Tesla Motors has taken shareholders on a long roller-coaster ride, with shares going through long upswings punctuated by occasional dramatic drops. The latest 20% correction is actually relatively mild by Tesla standards. But fundamentally, Tesla is trying to sustain its growth at a fast enough pace to satisfy growth-hungry investors and to establish itself as the early mover leader in the electric vehicle space before Ford, General Motors, and other mainstream producers start entering the industry more seriously. Let's take an early look at what's been happening with Tesla Motors over the past quarter and what we're likely to see in its report.
Stats on Tesla Motors
Analyst EPS Estimate |
$0.10 |
Change From Year-Ago EPS |
(16.7%) |
Revenue Estimate |
$699.1 million |
Change From Year-Ago Revenue |
24% |
Earnings Beats in Past Four Quarters |
4 |
Will Tesla earnings surprise investors again?
In recent months, analysts have had mixed views on Tesla earnings. They've slashed their first-quarter estimates by almost two-thirds, but they've now set their full-year 2014 projections up 10% from previous levels and 2015 projections have gone up by almost 30%. The stock has jumped 16% since late January, but it's down 17% since early March as shares continue their wild swings in both directions.
Tesla's fourth-quarter-earnings report continued the automaker's string of strong fundamental performance. Although Tesla had initially believed it would struggle to reach 6,000 Model S deliveries in the quarter, the company set a new record of 6,892, helping to double its overall revenue. The company also reached its gross-margin target, hitting 25.8% as it hopes to keep climbing to 28% by the end of this year. Tesla has an ambitious production-ramp-up target, expecting 35,000 deliveries in 2014 and 50,000 vehicle production volume for the Model S in 2015. The Model X is also on schedule to start mass production early next year.

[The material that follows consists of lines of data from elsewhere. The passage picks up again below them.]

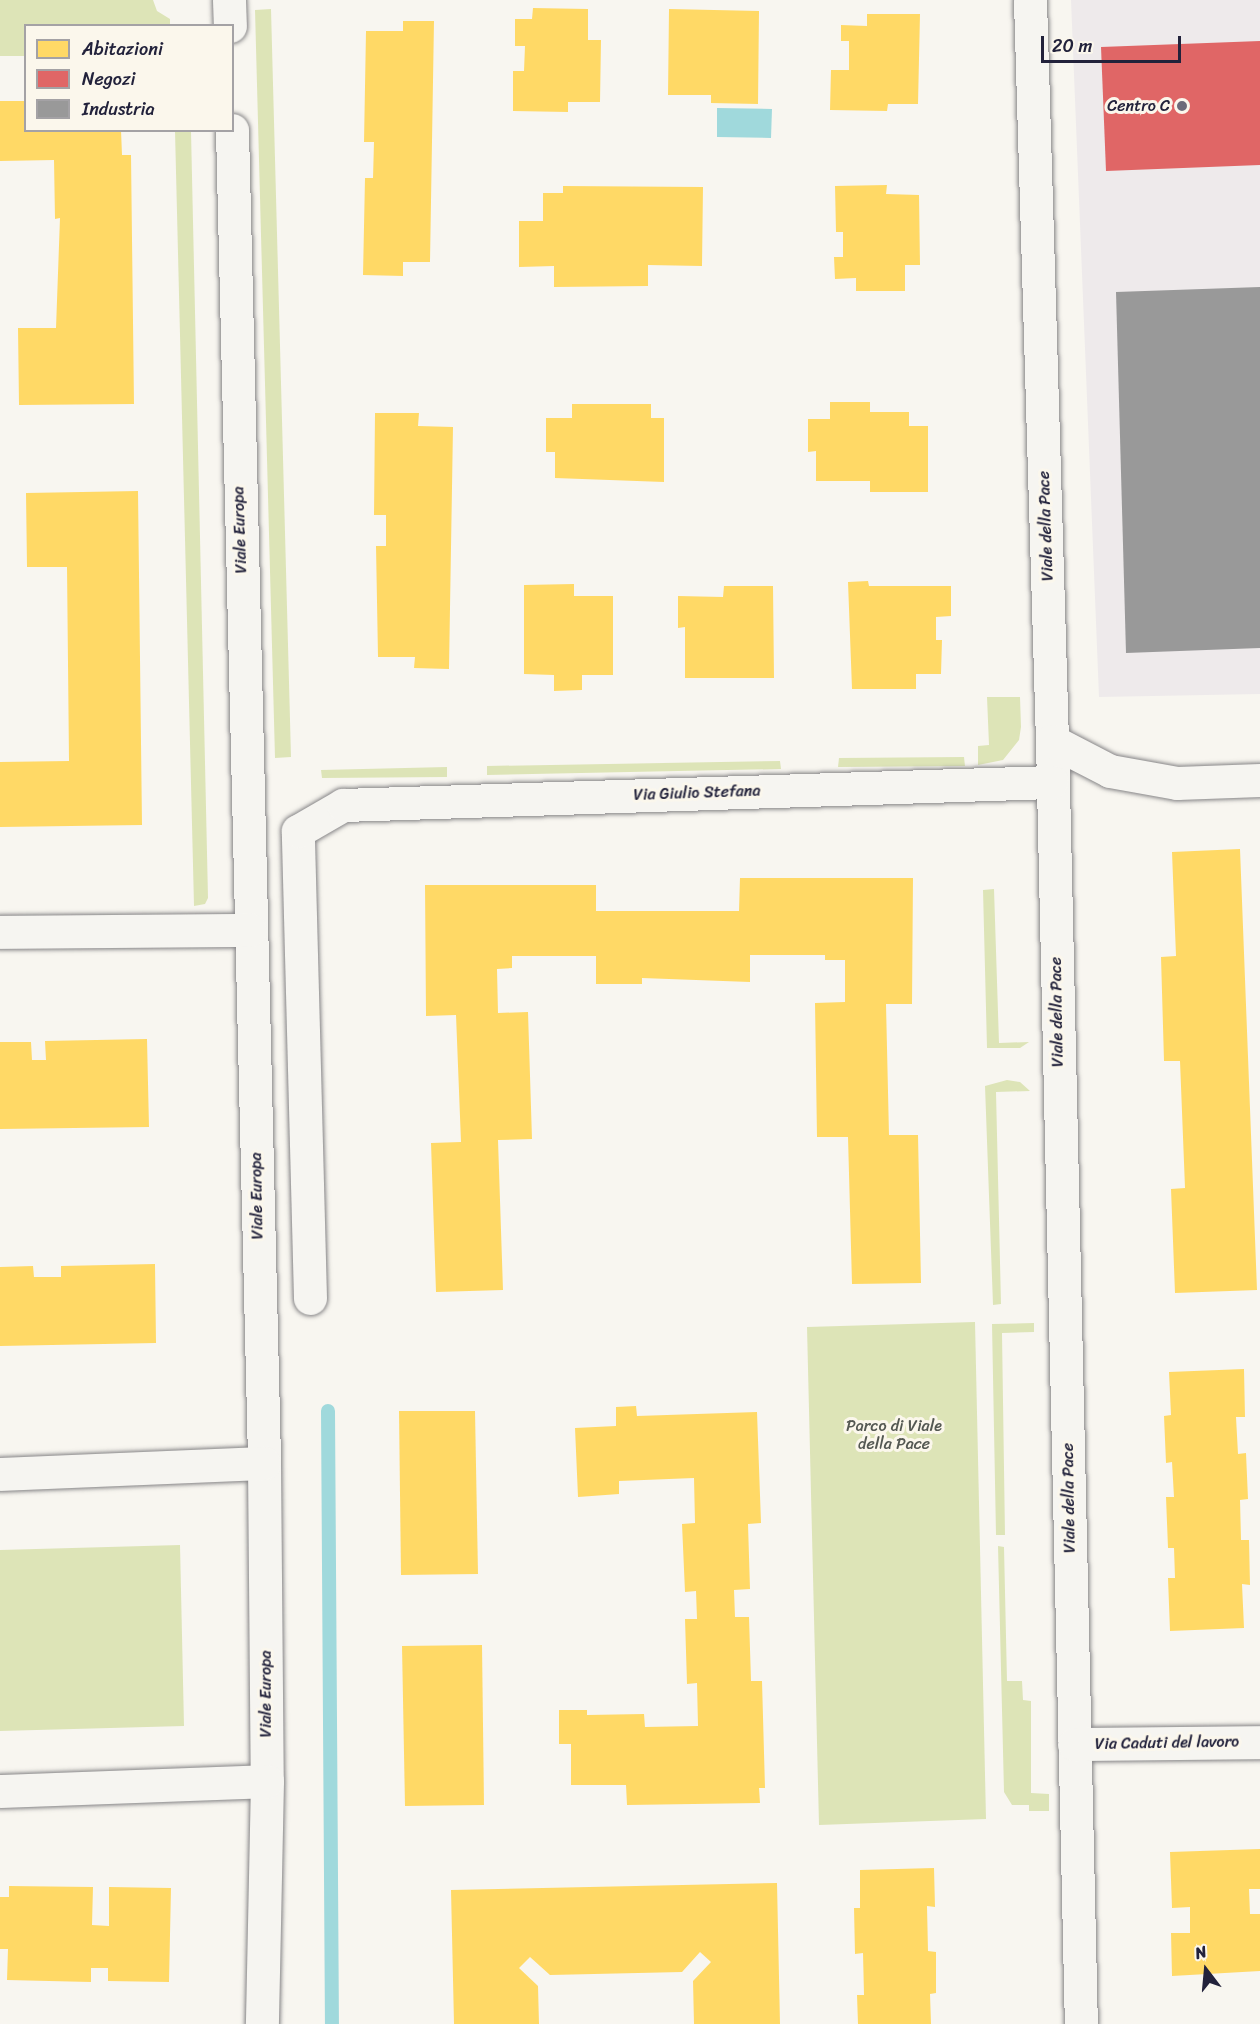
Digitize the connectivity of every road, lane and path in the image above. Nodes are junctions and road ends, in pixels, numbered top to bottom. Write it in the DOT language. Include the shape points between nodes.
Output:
graph roads {
  1 [pos="229,0"];
  2 [pos="1030,0"];
  3 [pos="230,24"];
  4 [pos="232,132"];
  5 [pos="1052,741"];
  6 [pos="1260,780"];
  7 [pos="1052,782"];
  8 [pos="250,930"];
  9 [pos="0,932"];
  10 [pos="310,1298"];
  11 [pos="264,1463"];
  12 [pos="0,1474"];
  13 [pos="1260,1742"];
  14 [pos="1074,1744"];
  15 [pos="267,1781"];
  16 [pos="0,1791"];
  17 [pos="262,2024"];
  18 [pos="1081,2024"];
  1 -- 3 [label="street"];
  2 -- 5 [label="street, Viale della Pace"];
  4 -- 8 [label="street, Viale Europa"];
  5 -- 6 [label="street" via="1110,771 1176,783"];
  5 -- 7 [label="street, Viale della Pace"];
  7 -- 10 [label="street, Via Giulio Stefana" via="343,805 298,831"];
  7 -- 14 [label="street, Viale della Pace"];
  8 -- 9 [label="street"];
  8 -- 11 [label="street, Viale Europa"];
  11 -- 12 [label="street"];
  11 -- 15 [label="street, Viale Europa"];
  13 -- 14 [label="street, Via Caduti del lavoro"];
  14 -- 18 [label="street, Viale della Pace"];
  15 -- 16 [label="street"];
  15 -- 17 [label="street, Viale Europa"];
}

But arguably the most important development for Tesla Motors was the announcement of its Gigafactory for producing electric-car batteries. The move would dramatically increase supplies of lithium-ion batteries, cutting battery-pack costs and therefore potentially allowing Tesla to boost its margins further. It now appears that Nevada could become the home of the production facility, allowing it to be sustainable via solar power and putting it close to sources of lithium.

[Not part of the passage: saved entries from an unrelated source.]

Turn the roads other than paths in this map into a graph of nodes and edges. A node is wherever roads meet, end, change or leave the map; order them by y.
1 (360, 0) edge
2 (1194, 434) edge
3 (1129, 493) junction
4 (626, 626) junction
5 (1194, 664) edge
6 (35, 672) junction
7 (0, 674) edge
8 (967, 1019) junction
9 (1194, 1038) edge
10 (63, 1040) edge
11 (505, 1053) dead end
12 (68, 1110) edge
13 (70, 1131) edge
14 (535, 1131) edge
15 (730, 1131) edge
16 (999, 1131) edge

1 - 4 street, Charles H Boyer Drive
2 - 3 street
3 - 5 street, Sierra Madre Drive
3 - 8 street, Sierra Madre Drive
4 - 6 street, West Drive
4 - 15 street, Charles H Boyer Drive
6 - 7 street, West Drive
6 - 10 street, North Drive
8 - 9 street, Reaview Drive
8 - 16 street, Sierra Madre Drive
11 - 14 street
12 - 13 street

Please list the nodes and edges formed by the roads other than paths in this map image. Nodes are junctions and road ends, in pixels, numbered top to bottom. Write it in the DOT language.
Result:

Another key for Tesla is its network of Supercharger stations, which help speed up recharging for drivers. Tesla wants to have all but 2% of the U.S. population covered by Superchargers by the end of next year, and it's working hard on building out infrastructure in Europe for charging as well.
Tesla got good news in late March, when the National Highway Traffic Safety Administration closed its battery-fire investigation. With the Model S getting Consumer Reports' best safety rating, Tesla Motors hopes that it will be able to put battery fires behind it and refocus on growing its overall business.

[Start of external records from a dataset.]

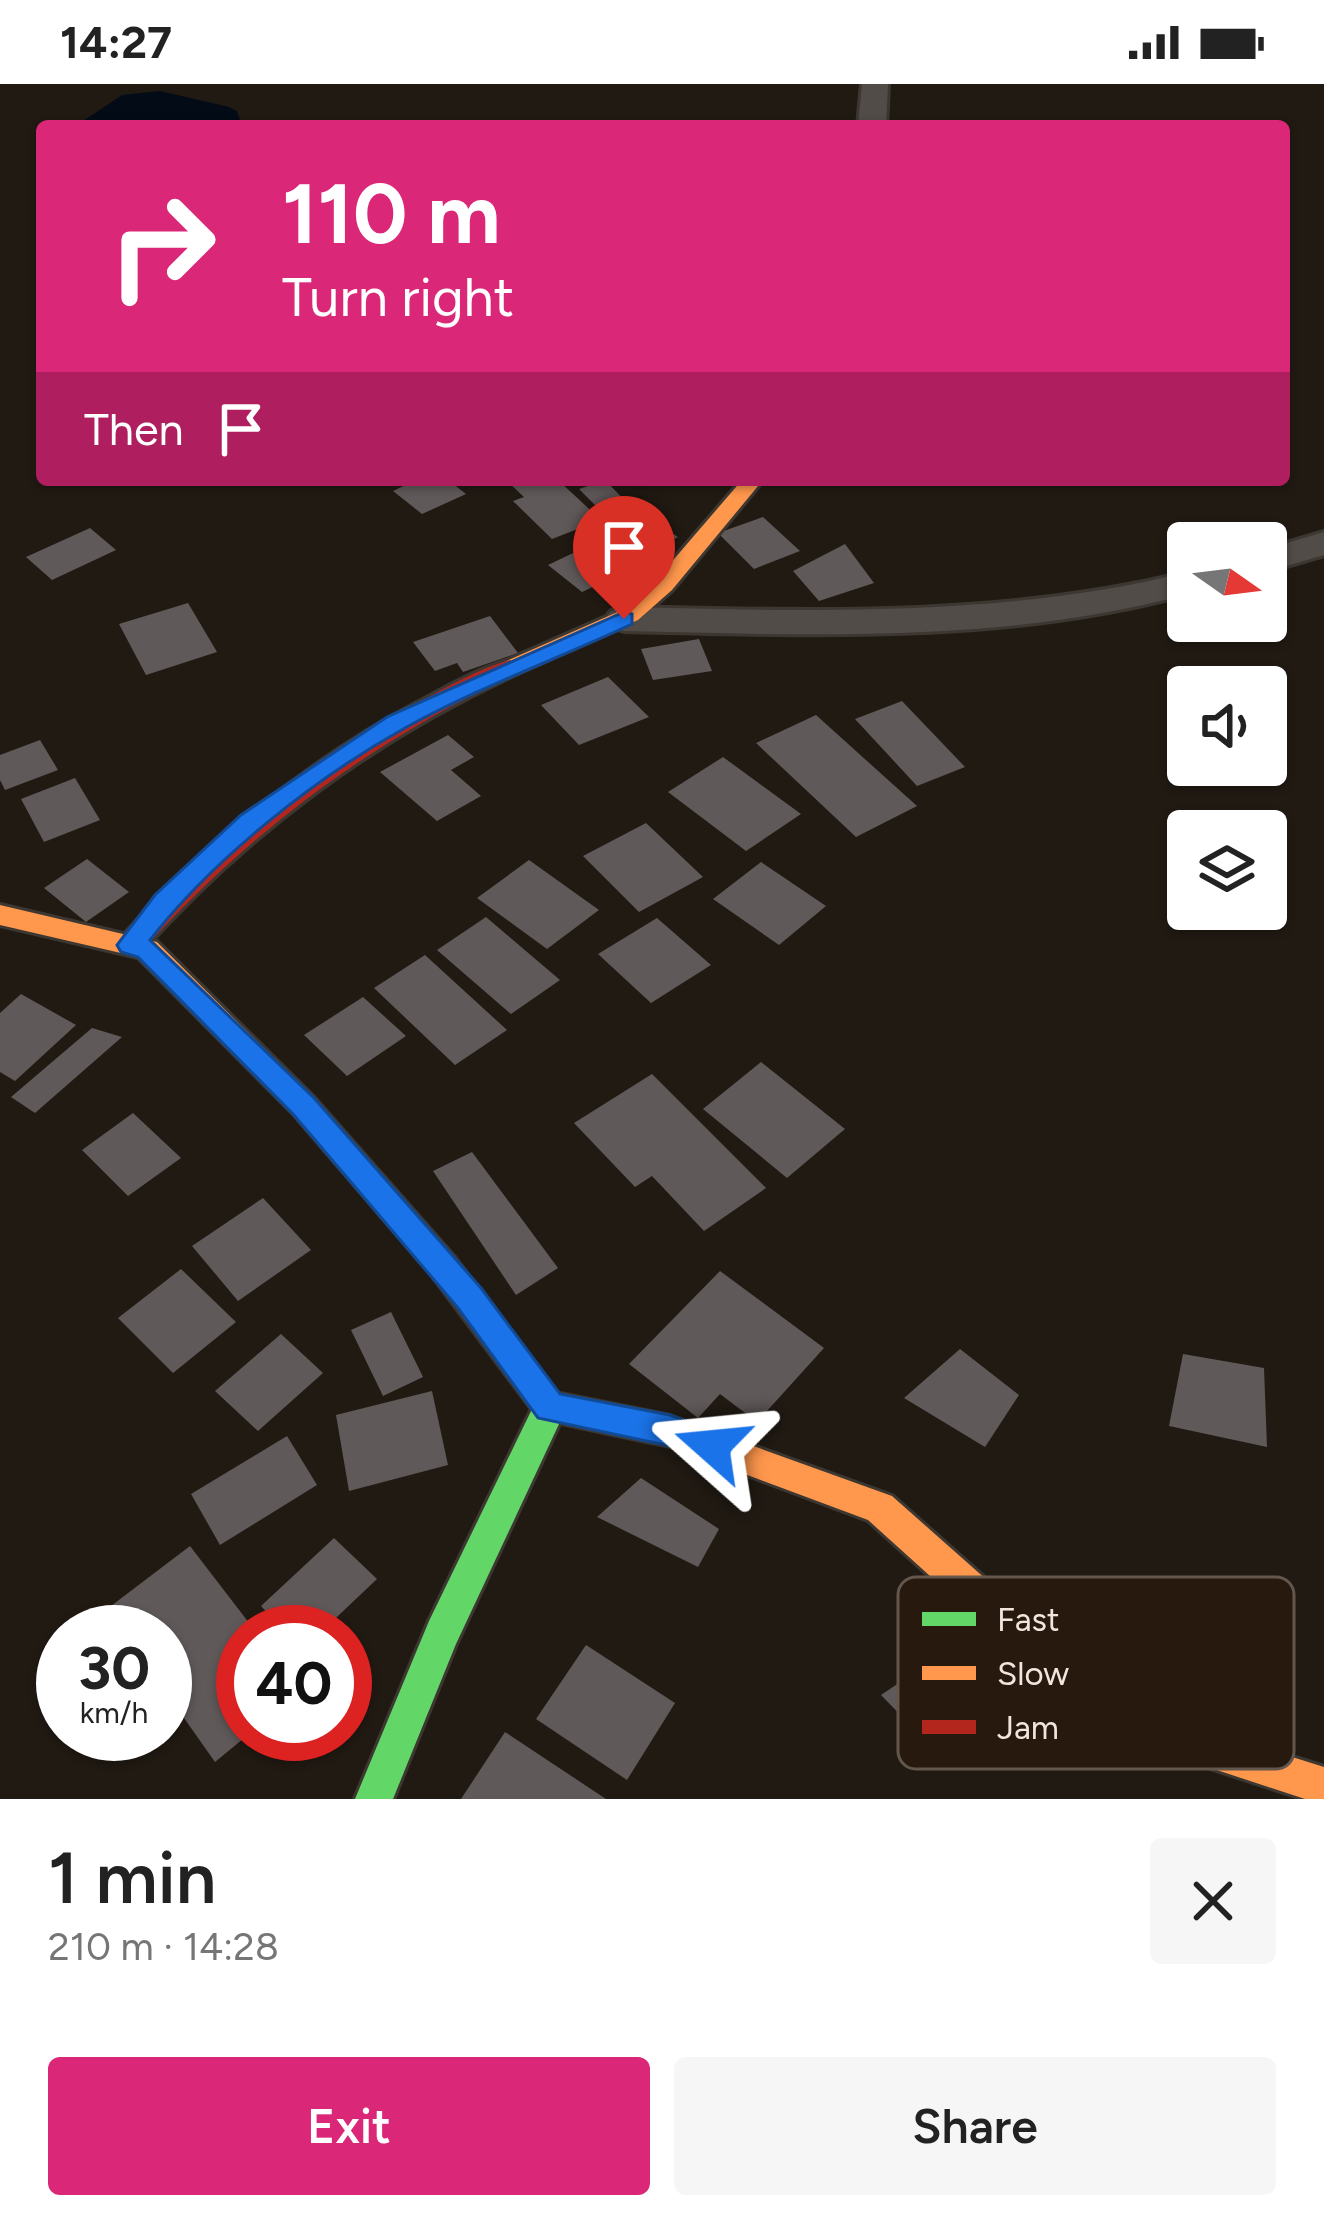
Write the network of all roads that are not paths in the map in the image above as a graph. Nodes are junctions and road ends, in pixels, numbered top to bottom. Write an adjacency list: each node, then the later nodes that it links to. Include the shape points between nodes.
1 (875, 84): 2 (street)
2 (872, 120)
3 (748, 486): 7 (street, via 653,598)
4 (1324, 543): 5 (street)
5 (1287, 554)
6 (1167, 588): 7 (street, via 1093,606 964,619)
7 (624, 619): 9 (street, via 396,723 250,821)
8 (0, 915): 9 (street)
9 (131, 945): 10 (street, via 147,949 304,1106 470,1298)
10 (550, 1407): 11 (street, via 670,1431 880,1508); 14 (street)
11 (957, 1577)
12 (1271, 1769): 13 (street)
13 (1324, 1786)
14 (374, 1799)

In the Tesla Motors earnings report, watch to see how deliveries fare and whether the company changes its guidance for the rest of the year. So far, things look good for Tesla fundamentally in powering past Ford and General Motors in the electric-car space, but after a big share-price drop, investors want to see outpaced performance from the automaker going forward. If so, then the modest growth slowdown that analysts have projected might look completely unnecessary in hindsight.